Tutorial for OpenNMT-py using Colab

Hello Everyone I made an OpenNMT Pytorch Basic Tutorial Using Colab
Here is the link

Installation, preprocessing, basic training, Transformer training, and translation use by colab
I hope you will be helpful to those who are new to it.

If you have any question please email me


Thank you, this is really helpful!

Proceed with reinforcement of contents.
Add Theory and BPE

Hi, I wanted to use your this tutorial in a class on MT, but unfortunately things seem to be broken now.
There seems to be no more requirements.txt file in the git.

ERROR: Could not open requirements file: [Errno 2] No such file or directory: ‘OpenNMT-py/requirements.txt’

I see a requirements.opt file, but installing this file raises some errors.

BPE processing works fine, but when preprocessing, I get:
ModuleNotFoundError: No module named ‘configargparse’

I hope there is an easy fix

Looks like @park made the required change 7 days ago. You might need to get the latest version of his notebook.

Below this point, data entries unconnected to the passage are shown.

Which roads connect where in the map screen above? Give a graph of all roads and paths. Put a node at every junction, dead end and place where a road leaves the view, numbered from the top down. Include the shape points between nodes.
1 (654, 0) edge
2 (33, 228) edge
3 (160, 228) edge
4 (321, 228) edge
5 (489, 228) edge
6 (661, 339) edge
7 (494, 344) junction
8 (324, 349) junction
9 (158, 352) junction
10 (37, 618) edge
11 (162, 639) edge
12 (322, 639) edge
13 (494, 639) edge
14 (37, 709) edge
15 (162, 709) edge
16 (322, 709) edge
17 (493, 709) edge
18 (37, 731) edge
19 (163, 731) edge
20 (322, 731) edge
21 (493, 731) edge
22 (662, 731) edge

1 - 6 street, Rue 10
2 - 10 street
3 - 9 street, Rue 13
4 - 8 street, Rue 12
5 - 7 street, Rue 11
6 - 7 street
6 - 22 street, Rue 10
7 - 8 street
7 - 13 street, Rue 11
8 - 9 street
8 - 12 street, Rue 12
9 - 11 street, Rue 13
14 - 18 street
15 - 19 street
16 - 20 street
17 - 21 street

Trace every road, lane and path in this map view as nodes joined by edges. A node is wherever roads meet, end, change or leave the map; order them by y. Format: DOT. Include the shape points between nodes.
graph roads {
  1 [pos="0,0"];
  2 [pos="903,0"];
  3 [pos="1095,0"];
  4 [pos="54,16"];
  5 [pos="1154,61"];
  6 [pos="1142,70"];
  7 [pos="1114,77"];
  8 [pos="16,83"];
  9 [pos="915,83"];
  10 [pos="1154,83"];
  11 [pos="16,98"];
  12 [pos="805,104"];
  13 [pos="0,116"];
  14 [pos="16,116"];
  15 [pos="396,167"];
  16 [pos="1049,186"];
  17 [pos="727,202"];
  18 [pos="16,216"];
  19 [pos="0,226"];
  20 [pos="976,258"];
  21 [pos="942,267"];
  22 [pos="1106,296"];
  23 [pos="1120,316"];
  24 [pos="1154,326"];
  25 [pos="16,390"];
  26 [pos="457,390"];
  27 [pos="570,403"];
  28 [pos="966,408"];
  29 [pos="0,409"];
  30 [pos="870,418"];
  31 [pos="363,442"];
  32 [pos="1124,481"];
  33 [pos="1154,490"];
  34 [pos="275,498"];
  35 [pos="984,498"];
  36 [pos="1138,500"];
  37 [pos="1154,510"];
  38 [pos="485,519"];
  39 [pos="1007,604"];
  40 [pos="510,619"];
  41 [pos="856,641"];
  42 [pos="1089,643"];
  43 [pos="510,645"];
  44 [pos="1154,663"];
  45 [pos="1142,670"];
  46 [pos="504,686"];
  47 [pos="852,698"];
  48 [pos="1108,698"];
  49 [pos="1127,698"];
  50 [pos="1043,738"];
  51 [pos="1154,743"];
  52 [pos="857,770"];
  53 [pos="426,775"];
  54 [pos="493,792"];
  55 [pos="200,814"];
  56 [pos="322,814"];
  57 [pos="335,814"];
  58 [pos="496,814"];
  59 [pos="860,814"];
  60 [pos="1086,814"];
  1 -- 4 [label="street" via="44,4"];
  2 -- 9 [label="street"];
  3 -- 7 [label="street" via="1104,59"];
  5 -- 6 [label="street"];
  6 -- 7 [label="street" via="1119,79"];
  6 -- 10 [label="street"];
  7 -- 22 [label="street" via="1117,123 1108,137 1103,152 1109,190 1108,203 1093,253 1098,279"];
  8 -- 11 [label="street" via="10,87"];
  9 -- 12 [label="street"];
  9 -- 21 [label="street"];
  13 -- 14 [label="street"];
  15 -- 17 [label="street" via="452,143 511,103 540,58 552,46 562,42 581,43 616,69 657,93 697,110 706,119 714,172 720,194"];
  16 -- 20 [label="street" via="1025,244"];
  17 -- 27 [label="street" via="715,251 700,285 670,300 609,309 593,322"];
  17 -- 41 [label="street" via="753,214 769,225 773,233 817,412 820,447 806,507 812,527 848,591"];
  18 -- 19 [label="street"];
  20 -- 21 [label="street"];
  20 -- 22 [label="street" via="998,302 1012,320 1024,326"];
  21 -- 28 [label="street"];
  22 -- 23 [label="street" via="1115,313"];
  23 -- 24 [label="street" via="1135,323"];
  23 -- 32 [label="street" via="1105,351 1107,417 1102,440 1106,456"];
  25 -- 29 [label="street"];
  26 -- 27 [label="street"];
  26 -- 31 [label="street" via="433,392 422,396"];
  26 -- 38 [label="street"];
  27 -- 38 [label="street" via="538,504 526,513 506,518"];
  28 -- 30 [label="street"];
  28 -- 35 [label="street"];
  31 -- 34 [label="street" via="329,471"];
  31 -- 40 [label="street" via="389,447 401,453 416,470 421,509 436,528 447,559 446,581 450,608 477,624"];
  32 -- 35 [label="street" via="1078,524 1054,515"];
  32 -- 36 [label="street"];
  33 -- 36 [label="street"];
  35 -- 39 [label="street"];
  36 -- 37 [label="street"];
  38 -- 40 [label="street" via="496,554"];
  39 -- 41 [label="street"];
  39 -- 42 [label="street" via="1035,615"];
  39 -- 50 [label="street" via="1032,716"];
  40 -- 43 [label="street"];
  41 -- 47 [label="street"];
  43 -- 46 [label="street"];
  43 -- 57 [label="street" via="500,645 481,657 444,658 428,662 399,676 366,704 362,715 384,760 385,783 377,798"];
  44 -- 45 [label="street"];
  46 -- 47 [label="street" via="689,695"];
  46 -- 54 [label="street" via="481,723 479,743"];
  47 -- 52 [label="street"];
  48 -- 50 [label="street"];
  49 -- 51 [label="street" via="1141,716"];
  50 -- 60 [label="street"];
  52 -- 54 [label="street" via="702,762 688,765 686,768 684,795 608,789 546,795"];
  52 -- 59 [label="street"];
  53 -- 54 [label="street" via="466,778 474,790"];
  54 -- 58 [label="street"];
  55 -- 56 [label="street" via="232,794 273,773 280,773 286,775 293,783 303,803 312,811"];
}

thank you very much – now that is an easy fix :grinning:

Yes I already Fix that problem !

I am working on your tutorial. It looks very useful but I seem to be getting exactly the same issue of : File “/content/OpenNMT-py/onmt/”, line 4, in
import configargparse
ModuleNotFoundError: No module named ‘configargparse’

I understood you solved the issue. Have I worked somehow on an old version?

Here is the link


First of all, thank you for the notebook, it’s really helpful. I have seen that you start using BPE [Subword Tokenization], but I wonder if is it necessary to use a tokenizer before BPE to split all tokens by space. Does BPE make this? Or are you supposing the input text to BPE is already tokenized on this way?

Thank you so much

No, Speaking in a very high level language, BPE just compress your text and help you to reduce the computation .
you will have to clean you text data and remove all the noise and perform all the preprocessing on the text , viz lemmatisation and removing stop words and all those task that you perform on before moving forward to the next state in the pipeline.
So yes you will have to tokenize your text, but this all depends on different tasks.

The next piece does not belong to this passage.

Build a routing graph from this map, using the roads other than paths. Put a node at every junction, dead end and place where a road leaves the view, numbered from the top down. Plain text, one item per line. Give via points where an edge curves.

Take a look at SentencePiece at You can tokenize and apply BPE at the same time.


thank you so much for the explanation. I will start with those steps.

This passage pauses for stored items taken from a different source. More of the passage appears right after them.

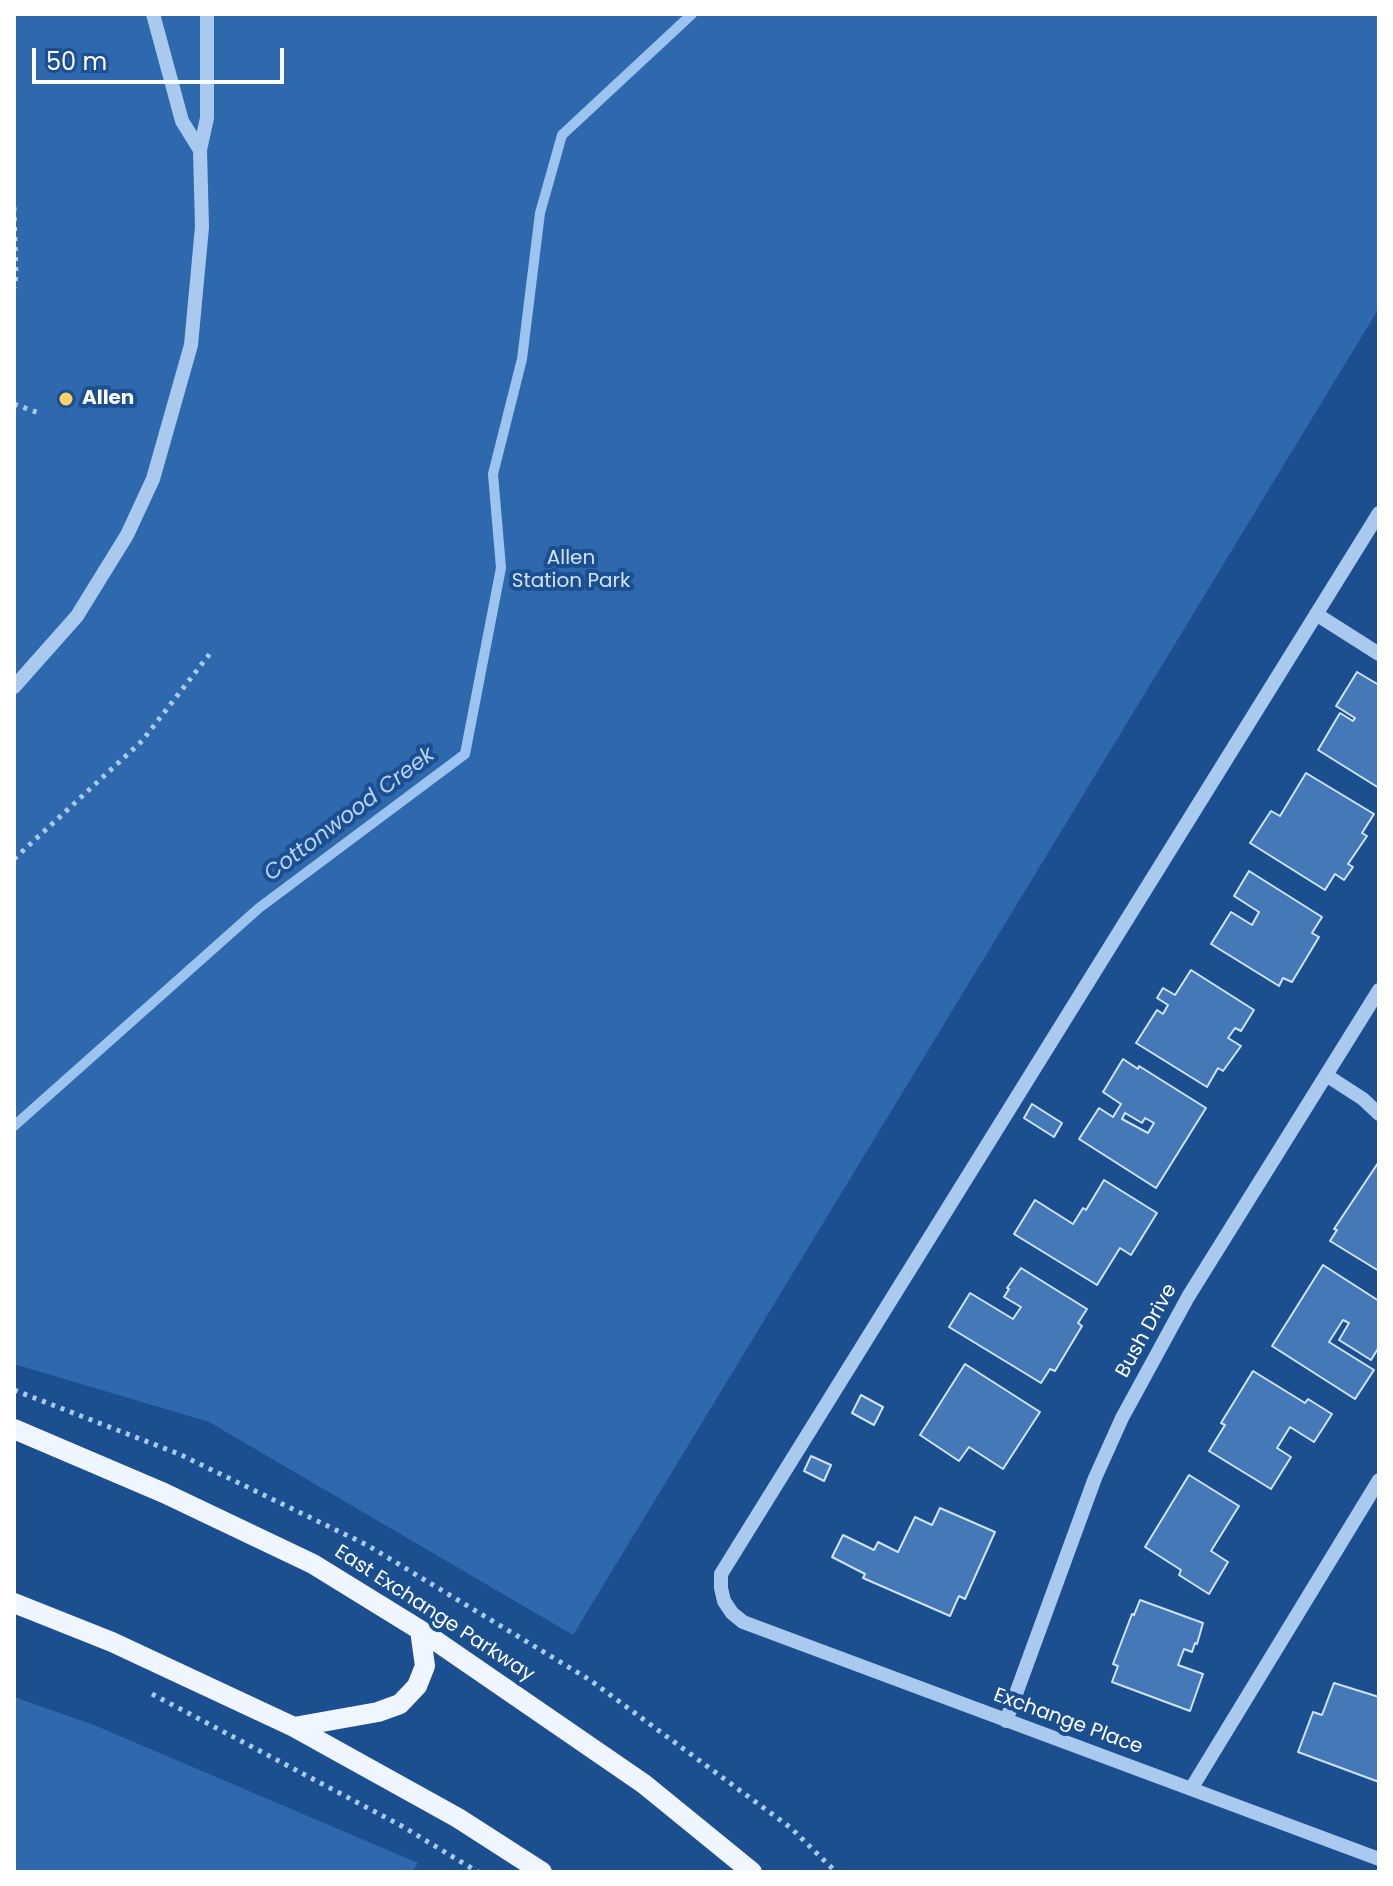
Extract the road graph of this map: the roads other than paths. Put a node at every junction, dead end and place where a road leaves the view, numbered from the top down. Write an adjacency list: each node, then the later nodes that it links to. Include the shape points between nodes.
1 (153, 14): 3 (street, via 182,121)
2 (207, 14): 3 (street, via 207,118)
3 (200, 150): 7 (street, via 202,227 191,345 153,479 127,535 77,616)
4 (1379, 513): 5 (street)
5 (1316, 614): 6 (street); 15 (street, Exchange Place, via 721,1574 724,1601 743,1622)
6 (1379, 654)
7 (14, 687)
8 (1379, 990): 9 (street, Bush Drive)
9 (1326, 1075): 10 (street); 15 (street, Bush Drive, via 1188,1297 1122,1418)
10 (1379, 1114)
11 (14, 1429): 14 (main road, East Exchange Parkway, via 313,1564)
12 (1379, 1480): 17 (street)
13 (14, 1603): 16 (main road, via 112,1642)
14 (420, 1630): 16 (main road, via 425,1666 417,1686 400,1704); 20 (main road, East Exchange Parkway, via 644,1784)
15 (1006, 1721): 17 (street, Exchange Place)
16 (294, 1727): 19 (main road, via 458,1818)
17 (1191, 1789): 18 (street, Exchange Place)
18 (1379, 1859)
19 (542, 1872)
20 (752, 1872)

thanks for the suggestion. I will also take a look at SentencePiece.


Is there by any chance a new version of this tutorial? Because, when I try it now (with openNMT version 1.2) there is no script anymore in the download.

Not sure @park has done an updated version for v2 yet.
In the meantime, you can checkout the legacy branch if you want to use this tutorial.

Thanks, if I change the clone github command into:
!git clone -b legacy
it works fine.


Hi Paul, Is it possible for you to make a video explaining how to host open nmt models

Hi, Thanks a lot, this solved my problem.
For detokenization using:
<sed -i “s/@@ //g” OpenNMT-py/data/pred.txt>
It gave a syntax error. Do you have a solution for this?